> _Task brief_
Give again, word for word, every line in the entries below from the line with "translate:0 -50%; text-align:left" up to and including the line with "position:absolute; left:1868px; top:32px;", and no other line.

--

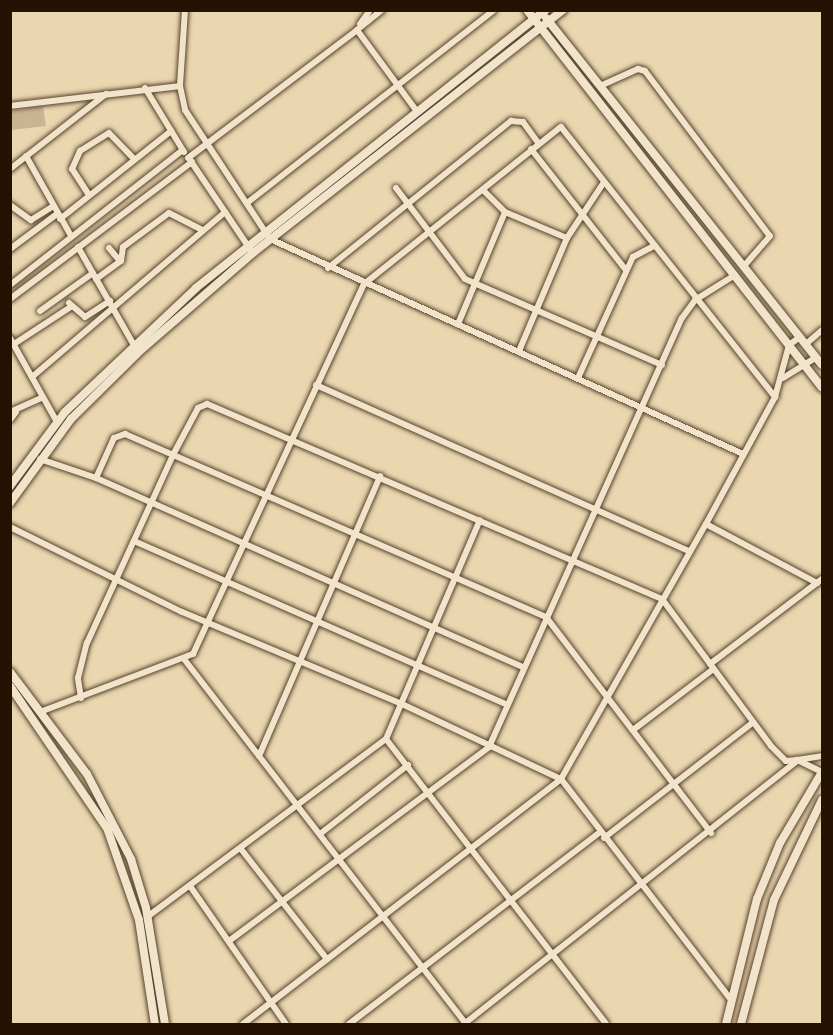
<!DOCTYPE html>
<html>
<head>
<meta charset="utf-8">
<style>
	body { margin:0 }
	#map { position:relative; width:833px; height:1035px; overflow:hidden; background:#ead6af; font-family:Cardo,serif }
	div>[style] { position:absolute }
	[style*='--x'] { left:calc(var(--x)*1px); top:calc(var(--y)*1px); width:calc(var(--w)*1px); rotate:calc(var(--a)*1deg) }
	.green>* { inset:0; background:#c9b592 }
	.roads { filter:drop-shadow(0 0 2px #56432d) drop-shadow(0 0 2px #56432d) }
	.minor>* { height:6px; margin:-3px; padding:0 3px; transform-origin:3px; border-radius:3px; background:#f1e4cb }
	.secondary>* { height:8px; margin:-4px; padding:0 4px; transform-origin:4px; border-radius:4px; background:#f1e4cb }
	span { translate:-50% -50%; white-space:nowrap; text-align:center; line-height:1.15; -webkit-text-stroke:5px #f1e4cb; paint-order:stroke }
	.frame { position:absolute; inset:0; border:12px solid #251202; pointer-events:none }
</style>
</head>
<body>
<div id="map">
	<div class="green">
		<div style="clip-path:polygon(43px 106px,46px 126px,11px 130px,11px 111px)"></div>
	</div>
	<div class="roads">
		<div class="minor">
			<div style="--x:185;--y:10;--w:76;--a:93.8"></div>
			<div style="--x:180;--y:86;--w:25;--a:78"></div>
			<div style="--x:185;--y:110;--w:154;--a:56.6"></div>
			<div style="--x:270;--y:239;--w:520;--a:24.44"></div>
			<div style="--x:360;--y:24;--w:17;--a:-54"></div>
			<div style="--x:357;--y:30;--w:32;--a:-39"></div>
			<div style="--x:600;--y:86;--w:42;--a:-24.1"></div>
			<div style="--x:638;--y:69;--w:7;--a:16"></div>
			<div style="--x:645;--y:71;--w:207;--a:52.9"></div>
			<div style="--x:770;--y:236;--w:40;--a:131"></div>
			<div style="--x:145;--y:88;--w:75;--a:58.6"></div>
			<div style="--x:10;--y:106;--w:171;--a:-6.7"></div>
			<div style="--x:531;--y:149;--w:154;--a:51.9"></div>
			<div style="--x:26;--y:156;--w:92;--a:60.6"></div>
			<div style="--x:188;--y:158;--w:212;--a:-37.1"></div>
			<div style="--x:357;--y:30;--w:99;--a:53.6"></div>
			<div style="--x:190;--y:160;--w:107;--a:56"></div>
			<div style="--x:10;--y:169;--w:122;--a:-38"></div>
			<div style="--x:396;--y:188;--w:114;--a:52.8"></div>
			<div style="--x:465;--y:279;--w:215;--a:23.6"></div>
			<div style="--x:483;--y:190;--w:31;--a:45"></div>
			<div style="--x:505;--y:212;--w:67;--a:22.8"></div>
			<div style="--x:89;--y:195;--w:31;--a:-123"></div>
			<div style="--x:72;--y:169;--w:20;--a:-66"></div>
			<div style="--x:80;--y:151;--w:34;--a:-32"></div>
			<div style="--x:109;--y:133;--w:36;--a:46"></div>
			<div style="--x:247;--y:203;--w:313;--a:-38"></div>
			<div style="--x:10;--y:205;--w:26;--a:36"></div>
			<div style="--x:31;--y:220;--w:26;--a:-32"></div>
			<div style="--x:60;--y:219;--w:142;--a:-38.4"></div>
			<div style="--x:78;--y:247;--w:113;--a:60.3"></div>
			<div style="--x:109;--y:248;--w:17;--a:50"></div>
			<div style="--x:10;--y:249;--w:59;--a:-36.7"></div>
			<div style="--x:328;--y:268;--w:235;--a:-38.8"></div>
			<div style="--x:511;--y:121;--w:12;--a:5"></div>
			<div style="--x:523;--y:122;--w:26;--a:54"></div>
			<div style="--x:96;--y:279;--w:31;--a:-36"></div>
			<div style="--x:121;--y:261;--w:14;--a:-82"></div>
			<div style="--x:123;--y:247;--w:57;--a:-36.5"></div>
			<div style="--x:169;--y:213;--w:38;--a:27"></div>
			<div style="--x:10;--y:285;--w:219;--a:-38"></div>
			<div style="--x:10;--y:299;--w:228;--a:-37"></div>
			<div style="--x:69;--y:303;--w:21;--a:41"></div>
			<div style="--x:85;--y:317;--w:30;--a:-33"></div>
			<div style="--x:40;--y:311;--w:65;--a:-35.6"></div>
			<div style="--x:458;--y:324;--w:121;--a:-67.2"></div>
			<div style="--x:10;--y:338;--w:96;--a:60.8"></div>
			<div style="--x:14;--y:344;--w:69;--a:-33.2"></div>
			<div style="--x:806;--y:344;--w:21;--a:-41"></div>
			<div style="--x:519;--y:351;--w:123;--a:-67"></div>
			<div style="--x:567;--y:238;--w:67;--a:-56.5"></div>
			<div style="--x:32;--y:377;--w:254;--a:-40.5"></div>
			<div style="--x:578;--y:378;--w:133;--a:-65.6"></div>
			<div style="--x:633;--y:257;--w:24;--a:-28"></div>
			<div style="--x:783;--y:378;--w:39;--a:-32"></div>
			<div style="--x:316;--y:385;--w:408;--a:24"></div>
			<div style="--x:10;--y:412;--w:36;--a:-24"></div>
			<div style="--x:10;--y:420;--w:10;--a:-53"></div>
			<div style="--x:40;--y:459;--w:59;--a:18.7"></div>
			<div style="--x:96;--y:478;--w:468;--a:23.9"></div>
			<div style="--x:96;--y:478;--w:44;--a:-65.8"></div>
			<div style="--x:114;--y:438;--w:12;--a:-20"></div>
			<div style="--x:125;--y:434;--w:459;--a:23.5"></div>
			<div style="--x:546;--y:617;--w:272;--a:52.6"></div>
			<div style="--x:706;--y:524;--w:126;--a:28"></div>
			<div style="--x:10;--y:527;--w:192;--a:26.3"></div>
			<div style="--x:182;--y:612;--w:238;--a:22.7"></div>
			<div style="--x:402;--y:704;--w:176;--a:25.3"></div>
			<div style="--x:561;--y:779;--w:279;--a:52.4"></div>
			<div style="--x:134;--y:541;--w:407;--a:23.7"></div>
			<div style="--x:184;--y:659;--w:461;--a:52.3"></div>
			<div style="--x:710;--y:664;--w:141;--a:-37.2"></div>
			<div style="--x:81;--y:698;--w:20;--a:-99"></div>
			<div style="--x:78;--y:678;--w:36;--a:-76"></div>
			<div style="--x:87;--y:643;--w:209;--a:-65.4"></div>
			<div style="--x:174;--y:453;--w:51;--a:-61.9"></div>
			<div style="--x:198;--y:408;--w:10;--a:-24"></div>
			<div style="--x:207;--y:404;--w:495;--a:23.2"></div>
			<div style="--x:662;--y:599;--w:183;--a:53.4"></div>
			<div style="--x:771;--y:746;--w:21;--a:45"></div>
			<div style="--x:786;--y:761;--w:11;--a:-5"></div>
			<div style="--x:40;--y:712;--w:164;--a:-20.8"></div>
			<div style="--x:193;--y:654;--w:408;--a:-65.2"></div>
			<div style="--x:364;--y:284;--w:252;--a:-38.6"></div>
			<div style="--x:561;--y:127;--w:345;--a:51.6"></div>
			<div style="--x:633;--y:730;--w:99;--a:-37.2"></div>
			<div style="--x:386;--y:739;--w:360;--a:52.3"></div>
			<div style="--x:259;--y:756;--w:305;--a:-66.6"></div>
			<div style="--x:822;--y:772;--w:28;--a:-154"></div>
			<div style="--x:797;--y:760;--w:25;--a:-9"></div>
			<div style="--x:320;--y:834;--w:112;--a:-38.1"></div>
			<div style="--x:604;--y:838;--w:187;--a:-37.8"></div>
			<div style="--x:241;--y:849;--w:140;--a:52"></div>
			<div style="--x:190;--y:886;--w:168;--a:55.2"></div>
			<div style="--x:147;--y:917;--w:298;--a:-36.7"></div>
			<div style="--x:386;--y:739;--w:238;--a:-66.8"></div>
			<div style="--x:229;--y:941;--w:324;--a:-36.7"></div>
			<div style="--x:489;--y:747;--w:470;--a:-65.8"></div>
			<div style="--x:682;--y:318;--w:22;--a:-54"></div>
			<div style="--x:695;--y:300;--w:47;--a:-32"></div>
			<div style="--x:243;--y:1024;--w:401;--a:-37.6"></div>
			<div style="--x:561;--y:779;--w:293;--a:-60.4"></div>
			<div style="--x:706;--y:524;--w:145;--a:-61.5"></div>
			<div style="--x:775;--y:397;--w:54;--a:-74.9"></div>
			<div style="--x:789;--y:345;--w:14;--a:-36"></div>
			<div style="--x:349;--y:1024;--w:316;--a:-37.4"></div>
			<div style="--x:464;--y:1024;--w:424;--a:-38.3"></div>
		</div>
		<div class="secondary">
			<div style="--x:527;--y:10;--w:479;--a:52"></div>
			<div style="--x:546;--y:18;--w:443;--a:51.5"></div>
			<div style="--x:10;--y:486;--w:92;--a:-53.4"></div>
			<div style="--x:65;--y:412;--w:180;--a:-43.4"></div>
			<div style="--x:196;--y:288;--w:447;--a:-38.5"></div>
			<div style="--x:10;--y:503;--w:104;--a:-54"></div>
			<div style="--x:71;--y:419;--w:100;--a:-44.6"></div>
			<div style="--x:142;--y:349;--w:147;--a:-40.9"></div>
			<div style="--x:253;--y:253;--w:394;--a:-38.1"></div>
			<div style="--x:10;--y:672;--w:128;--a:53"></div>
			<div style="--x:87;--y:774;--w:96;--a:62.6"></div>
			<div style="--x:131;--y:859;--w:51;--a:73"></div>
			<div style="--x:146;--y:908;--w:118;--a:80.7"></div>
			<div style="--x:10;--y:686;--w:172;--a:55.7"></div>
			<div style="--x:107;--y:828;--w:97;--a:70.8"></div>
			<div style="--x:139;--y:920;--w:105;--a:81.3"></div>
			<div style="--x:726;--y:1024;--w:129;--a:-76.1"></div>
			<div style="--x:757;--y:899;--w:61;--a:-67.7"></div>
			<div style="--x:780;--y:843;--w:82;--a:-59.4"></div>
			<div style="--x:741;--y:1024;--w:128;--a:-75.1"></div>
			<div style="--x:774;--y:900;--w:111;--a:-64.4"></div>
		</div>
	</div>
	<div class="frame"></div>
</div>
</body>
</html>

--

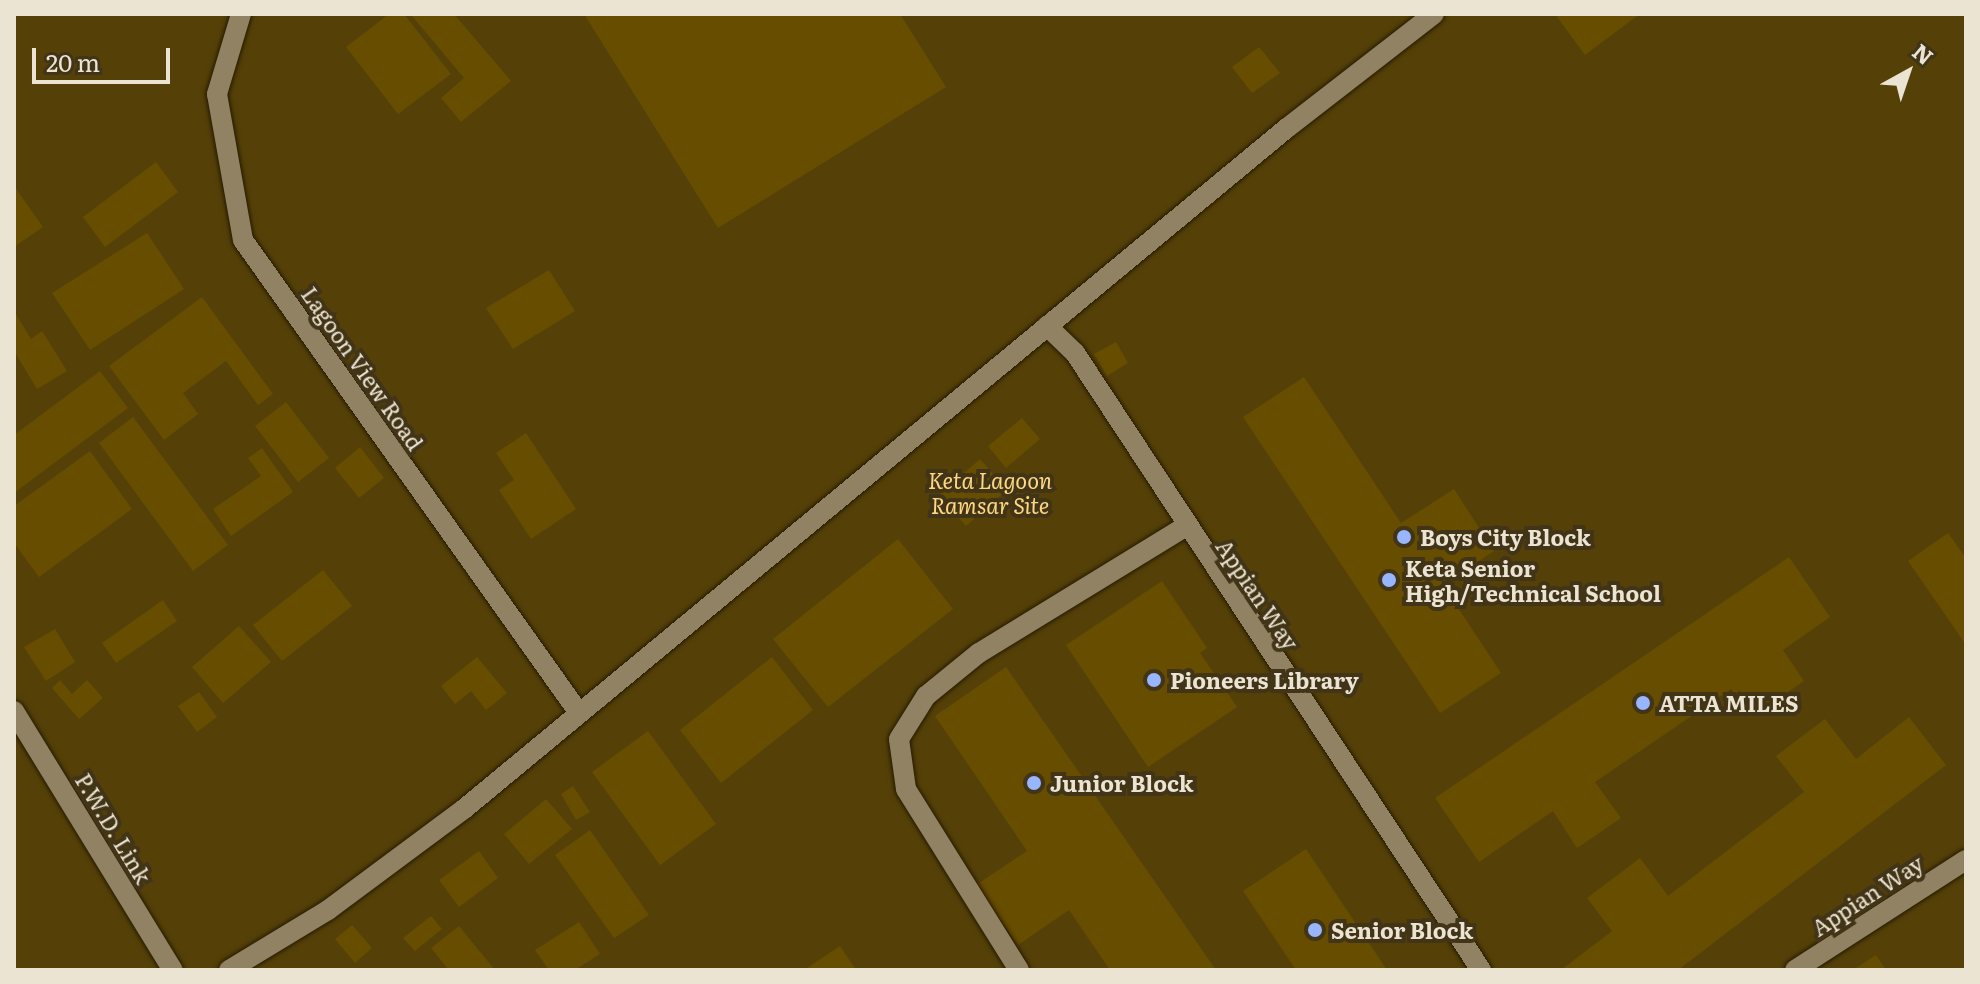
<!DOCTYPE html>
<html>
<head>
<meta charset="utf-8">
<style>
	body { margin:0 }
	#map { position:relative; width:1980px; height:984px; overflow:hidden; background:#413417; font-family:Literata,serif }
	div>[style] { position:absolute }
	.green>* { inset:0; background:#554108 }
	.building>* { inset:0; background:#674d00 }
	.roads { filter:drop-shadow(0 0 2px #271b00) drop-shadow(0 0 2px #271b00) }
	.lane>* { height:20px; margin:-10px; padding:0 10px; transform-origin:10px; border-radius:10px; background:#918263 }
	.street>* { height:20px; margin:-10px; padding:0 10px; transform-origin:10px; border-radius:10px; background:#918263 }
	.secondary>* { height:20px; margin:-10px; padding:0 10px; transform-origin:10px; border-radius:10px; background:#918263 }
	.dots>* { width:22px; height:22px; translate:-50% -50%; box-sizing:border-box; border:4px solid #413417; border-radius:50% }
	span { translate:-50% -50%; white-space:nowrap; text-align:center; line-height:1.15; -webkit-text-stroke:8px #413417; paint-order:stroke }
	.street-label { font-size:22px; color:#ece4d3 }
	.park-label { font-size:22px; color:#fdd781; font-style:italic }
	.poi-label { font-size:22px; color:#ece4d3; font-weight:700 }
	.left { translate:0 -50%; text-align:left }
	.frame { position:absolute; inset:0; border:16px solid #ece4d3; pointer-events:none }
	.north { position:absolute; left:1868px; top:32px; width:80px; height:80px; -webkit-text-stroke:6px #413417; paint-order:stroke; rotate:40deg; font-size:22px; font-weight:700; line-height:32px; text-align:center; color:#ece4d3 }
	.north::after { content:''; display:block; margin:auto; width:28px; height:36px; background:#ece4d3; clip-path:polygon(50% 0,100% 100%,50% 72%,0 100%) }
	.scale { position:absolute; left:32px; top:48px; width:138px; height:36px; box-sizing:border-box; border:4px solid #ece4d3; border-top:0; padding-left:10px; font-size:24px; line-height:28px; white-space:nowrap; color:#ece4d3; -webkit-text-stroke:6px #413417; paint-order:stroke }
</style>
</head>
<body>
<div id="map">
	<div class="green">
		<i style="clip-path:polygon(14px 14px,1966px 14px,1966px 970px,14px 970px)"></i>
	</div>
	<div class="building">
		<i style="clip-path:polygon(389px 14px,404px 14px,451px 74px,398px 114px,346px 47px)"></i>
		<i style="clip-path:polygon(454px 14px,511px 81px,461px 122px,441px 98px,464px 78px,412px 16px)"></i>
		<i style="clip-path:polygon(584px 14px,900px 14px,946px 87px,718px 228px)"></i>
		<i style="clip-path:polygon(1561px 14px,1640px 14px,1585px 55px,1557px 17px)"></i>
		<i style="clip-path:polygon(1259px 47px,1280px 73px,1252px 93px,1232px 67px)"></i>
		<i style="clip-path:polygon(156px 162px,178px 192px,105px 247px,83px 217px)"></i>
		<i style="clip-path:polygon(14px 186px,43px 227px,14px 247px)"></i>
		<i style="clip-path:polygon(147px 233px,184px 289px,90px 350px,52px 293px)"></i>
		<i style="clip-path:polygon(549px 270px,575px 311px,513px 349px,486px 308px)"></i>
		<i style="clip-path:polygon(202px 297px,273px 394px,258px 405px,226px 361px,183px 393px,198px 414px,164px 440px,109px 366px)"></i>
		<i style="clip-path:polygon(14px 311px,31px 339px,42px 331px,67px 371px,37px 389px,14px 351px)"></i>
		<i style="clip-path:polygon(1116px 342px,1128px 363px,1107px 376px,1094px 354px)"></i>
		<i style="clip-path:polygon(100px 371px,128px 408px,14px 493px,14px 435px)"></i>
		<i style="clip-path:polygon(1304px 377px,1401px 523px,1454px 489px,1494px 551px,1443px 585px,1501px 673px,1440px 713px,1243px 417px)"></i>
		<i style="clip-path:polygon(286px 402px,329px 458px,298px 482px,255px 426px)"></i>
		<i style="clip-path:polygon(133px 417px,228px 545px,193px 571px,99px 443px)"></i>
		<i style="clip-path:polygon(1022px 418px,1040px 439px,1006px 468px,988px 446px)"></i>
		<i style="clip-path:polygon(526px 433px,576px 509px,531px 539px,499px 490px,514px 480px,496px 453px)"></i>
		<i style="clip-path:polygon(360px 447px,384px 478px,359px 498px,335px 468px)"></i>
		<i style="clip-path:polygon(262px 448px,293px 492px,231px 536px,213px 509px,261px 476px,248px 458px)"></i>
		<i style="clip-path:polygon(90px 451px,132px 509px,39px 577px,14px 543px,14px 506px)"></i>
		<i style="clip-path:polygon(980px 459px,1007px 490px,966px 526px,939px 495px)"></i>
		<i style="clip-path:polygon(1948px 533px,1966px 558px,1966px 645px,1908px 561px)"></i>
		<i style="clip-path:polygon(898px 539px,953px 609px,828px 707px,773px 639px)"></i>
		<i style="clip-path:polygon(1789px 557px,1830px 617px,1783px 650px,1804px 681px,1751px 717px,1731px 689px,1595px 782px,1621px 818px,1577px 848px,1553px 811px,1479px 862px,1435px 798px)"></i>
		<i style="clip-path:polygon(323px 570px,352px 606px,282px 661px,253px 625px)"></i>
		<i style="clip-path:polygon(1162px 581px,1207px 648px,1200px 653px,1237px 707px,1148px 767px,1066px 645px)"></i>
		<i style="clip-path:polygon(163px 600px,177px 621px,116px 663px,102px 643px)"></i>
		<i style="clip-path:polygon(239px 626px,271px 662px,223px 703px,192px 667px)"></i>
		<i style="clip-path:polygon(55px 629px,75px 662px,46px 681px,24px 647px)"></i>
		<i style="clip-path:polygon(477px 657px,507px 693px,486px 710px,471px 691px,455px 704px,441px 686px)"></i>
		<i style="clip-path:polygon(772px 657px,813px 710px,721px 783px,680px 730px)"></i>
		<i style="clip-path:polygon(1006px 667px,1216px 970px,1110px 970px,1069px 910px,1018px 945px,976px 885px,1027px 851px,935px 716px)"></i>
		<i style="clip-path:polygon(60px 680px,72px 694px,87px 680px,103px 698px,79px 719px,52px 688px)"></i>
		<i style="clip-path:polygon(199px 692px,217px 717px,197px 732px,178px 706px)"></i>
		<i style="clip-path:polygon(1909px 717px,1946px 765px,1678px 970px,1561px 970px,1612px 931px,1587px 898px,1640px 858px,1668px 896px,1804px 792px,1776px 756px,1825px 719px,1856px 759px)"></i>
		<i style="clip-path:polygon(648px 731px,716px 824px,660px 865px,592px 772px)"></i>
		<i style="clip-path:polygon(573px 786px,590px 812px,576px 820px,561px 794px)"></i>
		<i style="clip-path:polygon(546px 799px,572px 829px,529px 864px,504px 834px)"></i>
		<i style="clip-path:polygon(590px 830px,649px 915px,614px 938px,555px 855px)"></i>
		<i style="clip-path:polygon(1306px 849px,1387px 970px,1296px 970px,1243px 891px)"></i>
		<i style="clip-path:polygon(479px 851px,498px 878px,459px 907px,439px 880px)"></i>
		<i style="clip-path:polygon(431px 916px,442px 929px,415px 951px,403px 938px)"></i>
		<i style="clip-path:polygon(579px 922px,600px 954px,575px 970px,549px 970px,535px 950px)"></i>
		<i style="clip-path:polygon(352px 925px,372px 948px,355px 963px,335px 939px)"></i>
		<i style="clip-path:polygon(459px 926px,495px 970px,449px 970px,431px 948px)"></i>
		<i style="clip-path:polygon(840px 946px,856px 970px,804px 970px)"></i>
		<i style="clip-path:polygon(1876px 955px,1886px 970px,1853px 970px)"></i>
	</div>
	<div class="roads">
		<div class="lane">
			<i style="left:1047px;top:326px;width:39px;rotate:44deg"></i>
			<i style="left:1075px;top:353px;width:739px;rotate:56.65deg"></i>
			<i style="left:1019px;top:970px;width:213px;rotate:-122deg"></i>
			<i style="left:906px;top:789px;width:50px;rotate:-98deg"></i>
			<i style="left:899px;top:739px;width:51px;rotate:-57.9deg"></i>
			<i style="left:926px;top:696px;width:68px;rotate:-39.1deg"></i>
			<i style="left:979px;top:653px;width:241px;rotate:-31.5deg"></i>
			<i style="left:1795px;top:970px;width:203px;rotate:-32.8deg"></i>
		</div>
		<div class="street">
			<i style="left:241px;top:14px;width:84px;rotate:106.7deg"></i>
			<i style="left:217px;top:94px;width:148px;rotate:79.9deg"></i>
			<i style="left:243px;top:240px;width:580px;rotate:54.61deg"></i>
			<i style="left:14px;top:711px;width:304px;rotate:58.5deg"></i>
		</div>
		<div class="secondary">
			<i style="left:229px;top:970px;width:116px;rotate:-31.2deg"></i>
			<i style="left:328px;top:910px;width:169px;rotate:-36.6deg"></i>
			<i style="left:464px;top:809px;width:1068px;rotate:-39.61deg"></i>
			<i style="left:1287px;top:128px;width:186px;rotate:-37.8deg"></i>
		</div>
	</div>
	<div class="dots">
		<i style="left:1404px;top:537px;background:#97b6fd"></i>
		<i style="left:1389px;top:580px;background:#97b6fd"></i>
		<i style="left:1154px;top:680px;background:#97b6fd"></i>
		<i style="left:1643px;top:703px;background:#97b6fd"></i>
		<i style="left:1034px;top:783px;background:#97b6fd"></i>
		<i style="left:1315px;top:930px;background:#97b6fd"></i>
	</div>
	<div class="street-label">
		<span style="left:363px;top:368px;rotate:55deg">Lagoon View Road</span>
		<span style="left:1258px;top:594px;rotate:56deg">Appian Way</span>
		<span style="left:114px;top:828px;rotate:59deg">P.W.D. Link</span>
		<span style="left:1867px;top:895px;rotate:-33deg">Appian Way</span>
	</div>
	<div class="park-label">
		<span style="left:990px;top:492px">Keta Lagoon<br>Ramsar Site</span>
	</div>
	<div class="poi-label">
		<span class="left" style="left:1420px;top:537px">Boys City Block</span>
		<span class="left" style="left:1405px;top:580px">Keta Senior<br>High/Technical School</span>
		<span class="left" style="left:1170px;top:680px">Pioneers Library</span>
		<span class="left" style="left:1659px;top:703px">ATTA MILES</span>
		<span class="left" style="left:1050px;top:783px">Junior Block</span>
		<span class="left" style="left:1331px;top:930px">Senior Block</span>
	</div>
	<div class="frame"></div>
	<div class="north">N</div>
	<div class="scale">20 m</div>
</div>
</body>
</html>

--

> _Result of this task_
	.left { translate:0 -50%; text-align:left }
	.frame { position:absolute; inset:0; border:16px solid #ece4d3; pointer-events:none }
	.north { position:absolute; left:1868px; top:32px; width:80px; height:80px; -webkit-text-stroke:6px #413417; paint-order:stroke; rotate:40deg; font-size:22px; font-weight:700; line-height:32px; text-align:center; color:#ece4d3 }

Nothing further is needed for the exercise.